In 2012 the size of the Dutch economy contracts by ½ percent GDP, while a slight recovery is expected of ¾ percent in 2013. Domestic consumption slows the growth: both household and government consumption decreases in both years. Investments will go up slightly in 2013, after a decline in 2012. Exportation of goods will perform relatively well, among others due to a small recovery of world trade in 2013. The labour market forecasts remain gloom. As a result of low production levels, employment rates decrease both in the current and the next year. In 2013, average unemployment is expected to be 5¾ percent, which is a level not seen since the nineteen-nineties. Median purchasing power declines by 1¾ percent in 2012 and by ¾ percent in 2013. Purchasing power has also declined in the previous two years. Taken together, this amounts to a 4 percent decline of median purchasing power in four years.
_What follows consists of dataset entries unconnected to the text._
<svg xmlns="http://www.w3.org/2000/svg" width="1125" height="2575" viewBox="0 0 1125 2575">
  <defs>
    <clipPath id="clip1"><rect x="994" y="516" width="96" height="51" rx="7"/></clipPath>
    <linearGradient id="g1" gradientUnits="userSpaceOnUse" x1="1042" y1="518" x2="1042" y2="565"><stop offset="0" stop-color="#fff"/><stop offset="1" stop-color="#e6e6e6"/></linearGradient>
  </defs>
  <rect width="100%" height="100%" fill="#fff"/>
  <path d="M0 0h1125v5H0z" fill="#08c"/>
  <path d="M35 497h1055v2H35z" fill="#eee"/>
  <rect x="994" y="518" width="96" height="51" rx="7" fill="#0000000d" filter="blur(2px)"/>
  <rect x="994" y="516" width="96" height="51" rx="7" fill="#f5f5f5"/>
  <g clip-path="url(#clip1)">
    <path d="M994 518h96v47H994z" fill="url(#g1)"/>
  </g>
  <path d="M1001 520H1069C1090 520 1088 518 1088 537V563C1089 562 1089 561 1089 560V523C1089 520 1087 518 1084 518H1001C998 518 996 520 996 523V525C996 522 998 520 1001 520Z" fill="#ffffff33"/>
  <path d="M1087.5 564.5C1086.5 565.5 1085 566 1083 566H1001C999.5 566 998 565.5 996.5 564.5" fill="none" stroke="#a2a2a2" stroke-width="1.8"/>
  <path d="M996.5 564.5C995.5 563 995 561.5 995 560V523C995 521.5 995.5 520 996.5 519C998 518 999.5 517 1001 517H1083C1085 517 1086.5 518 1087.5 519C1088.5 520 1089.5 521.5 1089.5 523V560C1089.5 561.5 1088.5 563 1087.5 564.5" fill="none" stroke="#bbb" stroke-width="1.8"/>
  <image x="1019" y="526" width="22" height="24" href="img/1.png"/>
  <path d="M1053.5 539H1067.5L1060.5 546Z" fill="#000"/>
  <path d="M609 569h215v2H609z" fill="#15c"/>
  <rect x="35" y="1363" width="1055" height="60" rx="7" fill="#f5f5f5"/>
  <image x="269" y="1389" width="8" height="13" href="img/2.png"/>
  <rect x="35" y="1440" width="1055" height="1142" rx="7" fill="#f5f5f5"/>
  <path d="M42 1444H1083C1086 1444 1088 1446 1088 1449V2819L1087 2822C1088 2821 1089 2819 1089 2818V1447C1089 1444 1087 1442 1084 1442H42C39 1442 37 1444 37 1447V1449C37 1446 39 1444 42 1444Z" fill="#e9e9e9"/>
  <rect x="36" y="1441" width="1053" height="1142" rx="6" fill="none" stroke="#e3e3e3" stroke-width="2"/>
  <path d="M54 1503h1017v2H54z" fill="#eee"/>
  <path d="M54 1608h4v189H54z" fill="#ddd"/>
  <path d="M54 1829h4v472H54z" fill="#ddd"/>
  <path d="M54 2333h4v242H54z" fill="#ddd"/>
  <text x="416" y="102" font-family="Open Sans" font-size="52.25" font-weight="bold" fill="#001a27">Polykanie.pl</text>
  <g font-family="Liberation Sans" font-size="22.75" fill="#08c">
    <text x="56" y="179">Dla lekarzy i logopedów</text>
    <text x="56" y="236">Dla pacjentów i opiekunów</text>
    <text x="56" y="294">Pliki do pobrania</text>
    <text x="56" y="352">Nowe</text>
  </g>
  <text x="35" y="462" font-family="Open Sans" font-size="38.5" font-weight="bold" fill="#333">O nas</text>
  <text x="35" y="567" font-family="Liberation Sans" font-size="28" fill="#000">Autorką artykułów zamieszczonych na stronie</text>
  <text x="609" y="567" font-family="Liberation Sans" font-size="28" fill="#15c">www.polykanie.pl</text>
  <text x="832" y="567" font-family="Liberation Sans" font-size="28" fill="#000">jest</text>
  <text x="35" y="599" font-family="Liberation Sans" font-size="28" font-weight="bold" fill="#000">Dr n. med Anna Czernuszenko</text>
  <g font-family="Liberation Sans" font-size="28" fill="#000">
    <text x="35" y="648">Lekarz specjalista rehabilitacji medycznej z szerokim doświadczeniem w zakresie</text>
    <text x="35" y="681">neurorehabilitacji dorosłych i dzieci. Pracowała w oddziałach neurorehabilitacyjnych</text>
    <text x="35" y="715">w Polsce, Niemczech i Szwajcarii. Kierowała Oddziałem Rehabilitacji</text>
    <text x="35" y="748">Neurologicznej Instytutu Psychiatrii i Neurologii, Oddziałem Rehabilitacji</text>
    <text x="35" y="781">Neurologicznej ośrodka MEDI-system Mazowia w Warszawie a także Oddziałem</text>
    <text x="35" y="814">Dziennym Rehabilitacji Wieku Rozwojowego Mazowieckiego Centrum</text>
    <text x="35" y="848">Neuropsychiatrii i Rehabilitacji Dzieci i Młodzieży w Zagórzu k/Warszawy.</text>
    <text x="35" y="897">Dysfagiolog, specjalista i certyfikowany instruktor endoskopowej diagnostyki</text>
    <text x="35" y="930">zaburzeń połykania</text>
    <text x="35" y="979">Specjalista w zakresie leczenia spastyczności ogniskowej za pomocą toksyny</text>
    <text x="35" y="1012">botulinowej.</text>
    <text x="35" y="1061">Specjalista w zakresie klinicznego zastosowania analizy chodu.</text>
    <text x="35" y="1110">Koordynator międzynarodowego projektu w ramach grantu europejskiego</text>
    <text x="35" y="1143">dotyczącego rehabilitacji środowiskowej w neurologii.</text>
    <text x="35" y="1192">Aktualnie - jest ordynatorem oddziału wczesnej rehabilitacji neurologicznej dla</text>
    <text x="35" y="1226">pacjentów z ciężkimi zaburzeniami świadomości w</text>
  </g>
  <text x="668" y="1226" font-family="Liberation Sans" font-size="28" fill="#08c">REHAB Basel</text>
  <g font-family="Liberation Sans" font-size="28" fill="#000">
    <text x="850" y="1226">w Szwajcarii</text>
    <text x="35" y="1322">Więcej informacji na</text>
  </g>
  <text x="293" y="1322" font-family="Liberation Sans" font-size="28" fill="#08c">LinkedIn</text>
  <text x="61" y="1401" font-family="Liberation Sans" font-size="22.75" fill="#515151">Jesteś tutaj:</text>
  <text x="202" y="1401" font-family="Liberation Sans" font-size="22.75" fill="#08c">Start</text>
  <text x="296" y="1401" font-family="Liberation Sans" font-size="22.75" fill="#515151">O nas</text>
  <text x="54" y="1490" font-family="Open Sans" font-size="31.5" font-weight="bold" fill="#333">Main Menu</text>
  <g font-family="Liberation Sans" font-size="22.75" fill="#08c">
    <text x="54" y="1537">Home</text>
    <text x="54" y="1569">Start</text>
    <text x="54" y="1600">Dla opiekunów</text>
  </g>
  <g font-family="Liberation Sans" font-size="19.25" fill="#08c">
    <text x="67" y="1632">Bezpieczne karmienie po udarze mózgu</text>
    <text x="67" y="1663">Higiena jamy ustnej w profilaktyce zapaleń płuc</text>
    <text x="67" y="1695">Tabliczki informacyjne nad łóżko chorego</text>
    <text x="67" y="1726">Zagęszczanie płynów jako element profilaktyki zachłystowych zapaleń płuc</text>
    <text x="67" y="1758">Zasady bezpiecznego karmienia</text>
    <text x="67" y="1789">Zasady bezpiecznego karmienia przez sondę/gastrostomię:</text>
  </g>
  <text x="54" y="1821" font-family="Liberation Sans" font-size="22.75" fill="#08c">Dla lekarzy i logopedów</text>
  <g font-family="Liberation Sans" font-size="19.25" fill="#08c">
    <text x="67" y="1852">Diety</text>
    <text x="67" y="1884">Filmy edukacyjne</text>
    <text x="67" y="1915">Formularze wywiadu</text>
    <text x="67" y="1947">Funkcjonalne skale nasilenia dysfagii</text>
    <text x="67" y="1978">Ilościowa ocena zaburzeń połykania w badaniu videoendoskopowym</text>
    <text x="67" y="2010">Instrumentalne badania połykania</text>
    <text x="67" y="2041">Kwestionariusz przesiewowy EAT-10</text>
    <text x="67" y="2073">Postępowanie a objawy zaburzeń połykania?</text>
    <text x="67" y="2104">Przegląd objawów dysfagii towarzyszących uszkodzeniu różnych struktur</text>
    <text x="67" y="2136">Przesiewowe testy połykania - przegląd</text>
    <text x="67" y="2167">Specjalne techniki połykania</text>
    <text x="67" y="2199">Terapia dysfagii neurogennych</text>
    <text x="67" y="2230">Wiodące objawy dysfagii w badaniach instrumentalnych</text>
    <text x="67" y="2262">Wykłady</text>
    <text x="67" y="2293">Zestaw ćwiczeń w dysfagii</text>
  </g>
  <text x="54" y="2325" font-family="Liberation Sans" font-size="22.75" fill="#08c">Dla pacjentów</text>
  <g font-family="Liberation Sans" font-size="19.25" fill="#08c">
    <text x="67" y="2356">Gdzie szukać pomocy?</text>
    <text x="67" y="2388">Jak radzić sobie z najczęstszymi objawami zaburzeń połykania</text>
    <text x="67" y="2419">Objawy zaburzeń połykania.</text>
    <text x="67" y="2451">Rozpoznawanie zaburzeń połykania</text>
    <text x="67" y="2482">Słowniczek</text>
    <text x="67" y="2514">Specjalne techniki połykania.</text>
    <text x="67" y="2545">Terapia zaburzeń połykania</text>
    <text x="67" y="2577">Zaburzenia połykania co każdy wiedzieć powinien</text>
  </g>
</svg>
The forecasted budget deficit (EMU balance) improves from 3.7 percent in 2012 to 2.7 percent GDP in 2013. The structural deficit (the deficit adjusted for the business cycle) is lower, at 1.2 percent in 2013. The improved budget deficit is mainly the result of restrictive budget policies and partly due to the modest economic recovery in 2013. In 2013 the budget deficit will be below the Maastricht Treaty ceiling for the first time since 2008. The deficit reduction is mainly achieved through raising public finance burdens. Despite the deficit reduction government debt will grow to 71.8 percent GDP in 2013.
The European debt crisis remains the most significant downward risk. However, recent decision-making by the European Central Bank, the ruling of the German Constitutional Court and perhaps also the plans for establishing a European Banking Union, give a first glance of a structural solution for the crisis.